## Aim of the exercise
Set down each entry below exactly as it stands.

## Supplied records
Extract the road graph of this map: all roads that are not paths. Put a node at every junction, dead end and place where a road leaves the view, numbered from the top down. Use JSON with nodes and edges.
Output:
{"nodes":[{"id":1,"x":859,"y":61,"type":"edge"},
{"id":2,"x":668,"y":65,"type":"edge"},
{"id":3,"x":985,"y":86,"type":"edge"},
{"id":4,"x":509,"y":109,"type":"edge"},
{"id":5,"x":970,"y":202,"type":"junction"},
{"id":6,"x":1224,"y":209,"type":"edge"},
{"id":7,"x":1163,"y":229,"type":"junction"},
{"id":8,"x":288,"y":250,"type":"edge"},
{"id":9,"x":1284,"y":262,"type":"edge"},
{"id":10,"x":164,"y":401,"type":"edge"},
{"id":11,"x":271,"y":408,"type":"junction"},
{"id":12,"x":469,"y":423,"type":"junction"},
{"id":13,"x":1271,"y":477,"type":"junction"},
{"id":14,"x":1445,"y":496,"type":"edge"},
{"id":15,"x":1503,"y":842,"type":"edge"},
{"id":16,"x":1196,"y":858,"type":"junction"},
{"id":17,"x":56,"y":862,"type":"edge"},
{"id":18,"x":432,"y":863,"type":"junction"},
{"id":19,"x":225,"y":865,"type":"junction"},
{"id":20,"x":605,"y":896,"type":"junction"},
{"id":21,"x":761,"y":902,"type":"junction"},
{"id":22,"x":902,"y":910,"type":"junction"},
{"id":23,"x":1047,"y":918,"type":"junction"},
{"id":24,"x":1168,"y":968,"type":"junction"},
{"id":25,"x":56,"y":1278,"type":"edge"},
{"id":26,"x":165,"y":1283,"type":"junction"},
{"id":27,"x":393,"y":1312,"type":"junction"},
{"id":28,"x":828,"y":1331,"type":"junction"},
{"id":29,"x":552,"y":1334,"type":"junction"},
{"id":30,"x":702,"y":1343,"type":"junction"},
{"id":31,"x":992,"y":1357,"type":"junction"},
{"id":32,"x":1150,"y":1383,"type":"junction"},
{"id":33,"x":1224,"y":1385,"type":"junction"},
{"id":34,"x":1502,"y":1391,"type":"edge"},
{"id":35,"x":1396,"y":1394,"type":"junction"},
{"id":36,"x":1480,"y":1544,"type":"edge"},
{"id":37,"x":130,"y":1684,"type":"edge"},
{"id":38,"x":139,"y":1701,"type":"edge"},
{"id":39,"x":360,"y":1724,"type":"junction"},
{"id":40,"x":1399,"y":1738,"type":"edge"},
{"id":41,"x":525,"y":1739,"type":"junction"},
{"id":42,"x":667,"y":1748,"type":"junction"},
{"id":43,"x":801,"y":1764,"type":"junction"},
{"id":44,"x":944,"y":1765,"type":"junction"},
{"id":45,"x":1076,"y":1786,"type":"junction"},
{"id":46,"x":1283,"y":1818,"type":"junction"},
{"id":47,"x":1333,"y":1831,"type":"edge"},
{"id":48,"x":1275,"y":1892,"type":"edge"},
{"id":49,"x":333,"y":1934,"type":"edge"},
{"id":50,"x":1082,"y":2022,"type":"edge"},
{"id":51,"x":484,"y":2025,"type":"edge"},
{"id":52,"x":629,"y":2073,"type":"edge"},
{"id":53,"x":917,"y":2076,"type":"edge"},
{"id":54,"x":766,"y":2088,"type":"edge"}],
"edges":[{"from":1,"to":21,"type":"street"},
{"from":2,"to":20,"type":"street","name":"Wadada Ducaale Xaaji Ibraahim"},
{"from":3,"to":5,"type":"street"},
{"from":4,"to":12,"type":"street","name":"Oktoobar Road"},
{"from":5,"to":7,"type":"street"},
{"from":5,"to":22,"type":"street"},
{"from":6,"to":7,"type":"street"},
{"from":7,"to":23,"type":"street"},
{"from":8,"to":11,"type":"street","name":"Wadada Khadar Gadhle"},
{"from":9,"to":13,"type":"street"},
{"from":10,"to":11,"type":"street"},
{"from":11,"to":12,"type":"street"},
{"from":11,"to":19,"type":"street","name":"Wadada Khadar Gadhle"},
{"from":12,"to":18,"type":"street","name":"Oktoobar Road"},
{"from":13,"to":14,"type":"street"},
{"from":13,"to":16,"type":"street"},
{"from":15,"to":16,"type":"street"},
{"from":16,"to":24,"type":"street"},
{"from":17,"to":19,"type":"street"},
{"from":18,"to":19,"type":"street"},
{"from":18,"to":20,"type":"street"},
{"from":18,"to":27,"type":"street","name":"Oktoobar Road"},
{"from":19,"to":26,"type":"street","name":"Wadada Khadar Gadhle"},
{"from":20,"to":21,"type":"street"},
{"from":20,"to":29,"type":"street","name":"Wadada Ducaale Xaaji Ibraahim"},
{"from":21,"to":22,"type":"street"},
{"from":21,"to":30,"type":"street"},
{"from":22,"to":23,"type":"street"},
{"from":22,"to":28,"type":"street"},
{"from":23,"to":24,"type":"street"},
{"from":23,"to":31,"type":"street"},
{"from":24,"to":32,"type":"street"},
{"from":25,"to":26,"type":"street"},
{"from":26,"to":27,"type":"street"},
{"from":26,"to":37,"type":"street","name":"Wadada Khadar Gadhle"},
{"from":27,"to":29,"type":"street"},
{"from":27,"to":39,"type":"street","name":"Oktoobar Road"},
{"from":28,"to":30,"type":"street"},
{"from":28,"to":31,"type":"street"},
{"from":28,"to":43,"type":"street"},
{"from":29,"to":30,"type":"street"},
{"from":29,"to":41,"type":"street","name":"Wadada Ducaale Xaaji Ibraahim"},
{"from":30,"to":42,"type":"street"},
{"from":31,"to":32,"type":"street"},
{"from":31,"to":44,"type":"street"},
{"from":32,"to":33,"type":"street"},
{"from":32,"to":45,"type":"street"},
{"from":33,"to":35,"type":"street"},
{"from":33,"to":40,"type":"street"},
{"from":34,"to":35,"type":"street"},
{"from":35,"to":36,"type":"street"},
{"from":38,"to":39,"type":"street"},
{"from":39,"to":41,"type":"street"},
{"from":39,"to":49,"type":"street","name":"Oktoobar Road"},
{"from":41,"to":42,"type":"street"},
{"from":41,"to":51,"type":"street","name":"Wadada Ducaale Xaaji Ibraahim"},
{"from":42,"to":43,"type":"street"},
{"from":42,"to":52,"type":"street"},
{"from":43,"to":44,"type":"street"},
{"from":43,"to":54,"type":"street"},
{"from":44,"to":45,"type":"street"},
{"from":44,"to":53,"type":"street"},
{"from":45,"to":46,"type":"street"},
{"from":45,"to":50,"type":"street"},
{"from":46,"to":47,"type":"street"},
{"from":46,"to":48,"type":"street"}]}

## Worked solution
Extract the road graph of this map: all roads that are not paths. Put a node at every junction, dead end and place where a road leaves the view, numbered from the top down. Use JSON with nodes and edges.
Output:
{"nodes":[{"id":1,"x":859,"y":61,"type":"edge"},
{"id":2,"x":668,"y":65,"type":"edge"},
{"id":3,"x":985,"y":86,"type":"edge"},
{"id":4,"x":509,"y":109,"type":"edge"},
{"id":5,"x":970,"y":202,"type":"junction"},
{"id":6,"x":1224,"y":209,"type":"edge"},
{"id":7,"x":1163,"y":229,"type":"junction"},
{"id":8,"x":288,"y":250,"type":"edge"},
{"id":9,"x":1284,"y":262,"type":"edge"},
{"id":10,"x":164,"y":401,"type":"edge"},
{"id":11,"x":271,"y":408,"type":"junction"},
{"id":12,"x":469,"y":423,"type":"junction"},
{"id":13,"x":1271,"y":477,"type":"junction"},
{"id":14,"x":1445,"y":496,"type":"edge"},
{"id":15,"x":1503,"y":842,"type":"edge"},
{"id":16,"x":1196,"y":858,"type":"junction"},
{"id":17,"x":56,"y":862,"type":"edge"},
{"id":18,"x":432,"y":863,"type":"junction"},
{"id":19,"x":225,"y":865,"type":"junction"},
{"id":20,"x":605,"y":896,"type":"junction"},
{"id":21,"x":761,"y":902,"type":"junction"},
{"id":22,"x":902,"y":910,"type":"junction"},
{"id":23,"x":1047,"y":918,"type":"junction"},
{"id":24,"x":1168,"y":968,"type":"junction"},
{"id":25,"x":56,"y":1278,"type":"edge"},
{"id":26,"x":165,"y":1283,"type":"junction"},
{"id":27,"x":393,"y":1312,"type":"junction"},
{"id":28,"x":828,"y":1331,"type":"junction"},
{"id":29,"x":552,"y":1334,"type":"junction"},
{"id":30,"x":702,"y":1343,"type":"junction"},
{"id":31,"x":992,"y":1357,"type":"junction"},
{"id":32,"x":1150,"y":1383,"type":"junction"},
{"id":33,"x":1224,"y":1385,"type":"junction"},
{"id":34,"x":1502,"y":1391,"type":"edge"},
{"id":35,"x":1396,"y":1394,"type":"junction"},
{"id":36,"x":1480,"y":1544,"type":"edge"},
{"id":37,"x":130,"y":1684,"type":"edge"},
{"id":38,"x":139,"y":1701,"type":"edge"},
{"id":39,"x":360,"y":1724,"type":"junction"},
{"id":40,"x":1399,"y":1738,"type":"edge"},
{"id":41,"x":525,"y":1739,"type":"junction"},
{"id":42,"x":667,"y":1748,"type":"junction"},
{"id":43,"x":801,"y":1764,"type":"junction"},
{"id":44,"x":944,"y":1765,"type":"junction"},
{"id":45,"x":1076,"y":1786,"type":"junction"},
{"id":46,"x":1283,"y":1818,"type":"junction"},
{"id":47,"x":1333,"y":1831,"type":"edge"},
{"id":48,"x":1275,"y":1892,"type":"edge"},
{"id":49,"x":333,"y":1934,"type":"edge"},
{"id":50,"x":1082,"y":2022,"type":"edge"},
{"id":51,"x":484,"y":2025,"type":"edge"},
{"id":52,"x":629,"y":2073,"type":"edge"},
{"id":53,"x":917,"y":2076,"type":"edge"},
{"id":54,"x":766,"y":2088,"type":"edge"}],
"edges":[{"from":1,"to":21,"type":"street"},
{"from":2,"to":20,"type":"street","name":"Wadada Ducaale Xaaji Ibraahim"},
{"from":3,"to":5,"type":"street"},
{"from":4,"to":12,"type":"street","name":"Oktoobar Road"},
{"from":5,"to":7,"type":"street"},
{"from":5,"to":22,"type":"street"},
{"from":6,"to":7,"type":"street"},
{"from":7,"to":23,"type":"street"},
{"from":8,"to":11,"type":"street","name":"Wadada Khadar Gadhle"},
{"from":9,"to":13,"type":"street"},
{"from":10,"to":11,"type":"street"},
{"from":11,"to":12,"type":"street"},
{"from":11,"to":19,"type":"street","name":"Wadada Khadar Gadhle"},
{"from":12,"to":18,"type":"street","name":"Oktoobar Road"},
{"from":13,"to":14,"type":"street"},
{"from":13,"to":16,"type":"street"},
{"from":15,"to":16,"type":"street"},
{"from":16,"to":24,"type":"street"},
{"from":17,"to":19,"type":"street"},
{"from":18,"to":19,"type":"street"},
{"from":18,"to":20,"type":"street"},
{"from":18,"to":27,"type":"street","name":"Oktoobar Road"},
{"from":19,"to":26,"type":"street","name":"Wadada Khadar Gadhle"},
{"from":20,"to":21,"type":"street"},
{"from":20,"to":29,"type":"street","name":"Wadada Ducaale Xaaji Ibraahim"},
{"from":21,"to":22,"type":"street"},
{"from":21,"to":30,"type":"street"},
{"from":22,"to":23,"type":"street"},
{"from":22,"to":28,"type":"street"},
{"from":23,"to":24,"type":"street"},
{"from":23,"to":31,"type":"street"},
{"from":24,"to":32,"type":"street"},
{"from":25,"to":26,"type":"street"},
{"from":26,"to":27,"type":"street"},
{"from":26,"to":37,"type":"street","name":"Wadada Khadar Gadhle"},
{"from":27,"to":29,"type":"street"},
{"from":27,"to":39,"type":"street","name":"Oktoobar Road"},
{"from":28,"to":30,"type":"street"},
{"from":28,"to":31,"type":"street"},
{"from":28,"to":43,"type":"street"},
{"from":29,"to":30,"type":"street"},
{"from":29,"to":41,"type":"street","name":"Wadada Ducaale Xaaji Ibraahim"},
{"from":30,"to":42,"type":"street"},
{"from":31,"to":32,"type":"street"},
{"from":31,"to":44,"type":"street"},
{"from":32,"to":33,"type":"street"},
{"from":32,"to":45,"type":"street"},
{"from":33,"to":35,"type":"street"},
{"from":33,"to":40,"type":"street"},
{"from":34,"to":35,"type":"street"},
{"from":35,"to":36,"type":"street"},
{"from":38,"to":39,"type":"street"},
{"from":39,"to":41,"type":"street"},
{"from":39,"to":49,"type":"street","name":"Oktoobar Road"},
{"from":41,"to":42,"type":"street"},
{"from":41,"to":51,"type":"street","name":"Wadada Ducaale Xaaji Ibraahim"},
{"from":42,"to":43,"type":"street"},
{"from":42,"to":52,"type":"street"},
{"from":43,"to":44,"type":"street"},
{"from":43,"to":54,"type":"street"},
{"from":44,"to":45,"type":"street"},
{"from":44,"to":53,"type":"street"},
{"from":45,"to":46,"type":"street"},
{"from":45,"to":50,"type":"street"},
{"from":46,"to":47,"type":"street"},
{"from":46,"to":48,"type":"street"}]}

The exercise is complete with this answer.